> The task:
Please return all lines from the records below that include the string "edges".

┌──

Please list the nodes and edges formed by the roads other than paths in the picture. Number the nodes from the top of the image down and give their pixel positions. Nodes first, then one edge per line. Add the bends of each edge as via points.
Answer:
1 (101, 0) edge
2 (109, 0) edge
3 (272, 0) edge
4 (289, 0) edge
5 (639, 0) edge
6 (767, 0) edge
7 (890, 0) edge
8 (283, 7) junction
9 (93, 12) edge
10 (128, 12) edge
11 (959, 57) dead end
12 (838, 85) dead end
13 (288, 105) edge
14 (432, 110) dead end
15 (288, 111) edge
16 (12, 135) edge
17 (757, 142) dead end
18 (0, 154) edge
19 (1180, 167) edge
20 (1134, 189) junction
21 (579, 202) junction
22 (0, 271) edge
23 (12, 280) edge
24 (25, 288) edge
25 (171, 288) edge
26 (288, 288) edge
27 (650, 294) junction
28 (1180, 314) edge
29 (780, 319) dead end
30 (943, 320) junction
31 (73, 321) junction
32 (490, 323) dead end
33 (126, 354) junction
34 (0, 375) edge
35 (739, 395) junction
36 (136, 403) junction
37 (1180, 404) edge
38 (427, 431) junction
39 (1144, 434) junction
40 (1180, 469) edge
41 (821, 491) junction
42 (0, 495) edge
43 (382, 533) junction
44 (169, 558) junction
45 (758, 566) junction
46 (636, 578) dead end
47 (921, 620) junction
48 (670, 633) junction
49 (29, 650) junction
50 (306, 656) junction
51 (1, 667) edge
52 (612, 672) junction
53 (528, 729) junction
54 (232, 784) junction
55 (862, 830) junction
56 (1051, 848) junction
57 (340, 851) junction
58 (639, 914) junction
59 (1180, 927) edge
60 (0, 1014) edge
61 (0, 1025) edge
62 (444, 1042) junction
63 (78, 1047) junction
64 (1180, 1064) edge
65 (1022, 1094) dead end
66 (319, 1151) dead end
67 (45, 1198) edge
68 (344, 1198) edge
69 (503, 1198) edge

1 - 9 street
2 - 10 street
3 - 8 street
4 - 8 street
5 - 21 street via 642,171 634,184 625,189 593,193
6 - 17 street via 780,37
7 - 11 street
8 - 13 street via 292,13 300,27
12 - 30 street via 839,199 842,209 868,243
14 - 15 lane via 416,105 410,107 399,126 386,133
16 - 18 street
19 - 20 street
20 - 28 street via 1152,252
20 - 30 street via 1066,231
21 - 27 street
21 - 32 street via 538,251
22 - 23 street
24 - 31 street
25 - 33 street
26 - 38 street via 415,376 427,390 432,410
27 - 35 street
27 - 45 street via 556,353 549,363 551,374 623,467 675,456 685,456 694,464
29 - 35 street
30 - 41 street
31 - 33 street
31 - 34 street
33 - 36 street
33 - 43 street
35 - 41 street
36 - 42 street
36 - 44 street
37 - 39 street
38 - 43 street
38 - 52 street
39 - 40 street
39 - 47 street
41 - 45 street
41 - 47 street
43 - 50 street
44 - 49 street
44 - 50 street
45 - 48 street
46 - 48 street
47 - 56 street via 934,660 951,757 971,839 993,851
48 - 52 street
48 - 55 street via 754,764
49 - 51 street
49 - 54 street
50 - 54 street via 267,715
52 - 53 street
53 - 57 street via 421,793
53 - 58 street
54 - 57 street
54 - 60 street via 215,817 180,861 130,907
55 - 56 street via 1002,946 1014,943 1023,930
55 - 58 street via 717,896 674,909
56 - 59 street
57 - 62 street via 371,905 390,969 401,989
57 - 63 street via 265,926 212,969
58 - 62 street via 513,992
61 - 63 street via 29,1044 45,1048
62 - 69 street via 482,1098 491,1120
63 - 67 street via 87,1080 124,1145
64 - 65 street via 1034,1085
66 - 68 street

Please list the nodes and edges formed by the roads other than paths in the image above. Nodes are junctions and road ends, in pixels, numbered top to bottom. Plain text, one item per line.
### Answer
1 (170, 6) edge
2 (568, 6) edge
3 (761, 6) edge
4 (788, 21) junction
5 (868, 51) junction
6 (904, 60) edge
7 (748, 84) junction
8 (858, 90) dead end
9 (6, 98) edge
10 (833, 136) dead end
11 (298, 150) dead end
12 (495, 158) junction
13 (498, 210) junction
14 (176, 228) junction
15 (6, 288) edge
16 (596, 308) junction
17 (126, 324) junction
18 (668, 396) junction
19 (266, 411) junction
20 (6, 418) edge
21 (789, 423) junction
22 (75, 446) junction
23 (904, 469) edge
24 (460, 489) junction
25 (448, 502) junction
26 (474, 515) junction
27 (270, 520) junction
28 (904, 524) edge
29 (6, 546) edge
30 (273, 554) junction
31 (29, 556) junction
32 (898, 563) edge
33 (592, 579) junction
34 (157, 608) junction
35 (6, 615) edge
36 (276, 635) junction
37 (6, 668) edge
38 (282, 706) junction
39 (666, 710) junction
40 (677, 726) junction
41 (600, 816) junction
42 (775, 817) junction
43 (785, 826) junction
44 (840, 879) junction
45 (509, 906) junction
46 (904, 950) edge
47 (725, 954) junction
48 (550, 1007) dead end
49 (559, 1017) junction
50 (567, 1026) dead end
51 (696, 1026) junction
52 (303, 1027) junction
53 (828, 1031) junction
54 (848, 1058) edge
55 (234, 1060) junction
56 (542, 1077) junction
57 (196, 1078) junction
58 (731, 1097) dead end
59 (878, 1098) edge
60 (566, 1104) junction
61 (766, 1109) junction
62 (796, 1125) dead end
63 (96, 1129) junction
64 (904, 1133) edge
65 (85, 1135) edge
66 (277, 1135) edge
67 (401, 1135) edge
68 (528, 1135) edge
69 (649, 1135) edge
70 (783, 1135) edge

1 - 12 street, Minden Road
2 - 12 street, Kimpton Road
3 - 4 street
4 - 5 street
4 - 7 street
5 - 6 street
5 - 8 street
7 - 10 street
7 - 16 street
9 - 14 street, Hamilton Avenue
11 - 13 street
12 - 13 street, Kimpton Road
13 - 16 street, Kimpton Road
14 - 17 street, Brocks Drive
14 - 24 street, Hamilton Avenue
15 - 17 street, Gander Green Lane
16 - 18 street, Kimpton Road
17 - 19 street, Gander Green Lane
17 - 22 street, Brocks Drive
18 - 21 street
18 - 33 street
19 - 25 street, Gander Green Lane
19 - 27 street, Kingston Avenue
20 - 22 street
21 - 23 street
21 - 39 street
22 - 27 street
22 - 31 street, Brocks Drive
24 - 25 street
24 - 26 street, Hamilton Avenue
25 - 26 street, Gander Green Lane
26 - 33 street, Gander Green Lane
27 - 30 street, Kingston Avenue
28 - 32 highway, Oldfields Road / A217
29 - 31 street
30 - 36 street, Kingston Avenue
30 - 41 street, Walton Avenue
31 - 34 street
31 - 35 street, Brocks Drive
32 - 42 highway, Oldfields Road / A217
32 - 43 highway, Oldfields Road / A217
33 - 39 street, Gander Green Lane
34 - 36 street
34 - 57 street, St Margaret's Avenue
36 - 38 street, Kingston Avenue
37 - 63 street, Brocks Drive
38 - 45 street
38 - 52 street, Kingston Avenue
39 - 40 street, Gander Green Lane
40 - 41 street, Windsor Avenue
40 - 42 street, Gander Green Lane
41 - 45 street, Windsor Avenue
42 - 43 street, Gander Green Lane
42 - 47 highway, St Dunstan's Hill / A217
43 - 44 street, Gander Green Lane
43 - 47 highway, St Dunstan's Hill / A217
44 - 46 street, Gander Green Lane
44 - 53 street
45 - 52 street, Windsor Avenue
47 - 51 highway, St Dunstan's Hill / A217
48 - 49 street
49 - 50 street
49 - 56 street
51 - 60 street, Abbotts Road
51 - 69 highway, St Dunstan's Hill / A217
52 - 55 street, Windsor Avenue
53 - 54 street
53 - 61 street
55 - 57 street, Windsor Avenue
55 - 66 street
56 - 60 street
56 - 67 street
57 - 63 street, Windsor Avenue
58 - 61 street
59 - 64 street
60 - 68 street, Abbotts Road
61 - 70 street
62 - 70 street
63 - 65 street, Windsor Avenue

└──

> Your response:
Please list the nodes and edges formed by the roads other than paths in the picture. Number the nodes from the top of the image down and give their pixel positions. Nodes first, then one edge per line. Add the bends of each edge as via points.
Please list the nodes and edges formed by the roads other than paths in the image above. Nodes are junctions and road ends, in pixels, numbered top to bottom. Plain text, one item per line.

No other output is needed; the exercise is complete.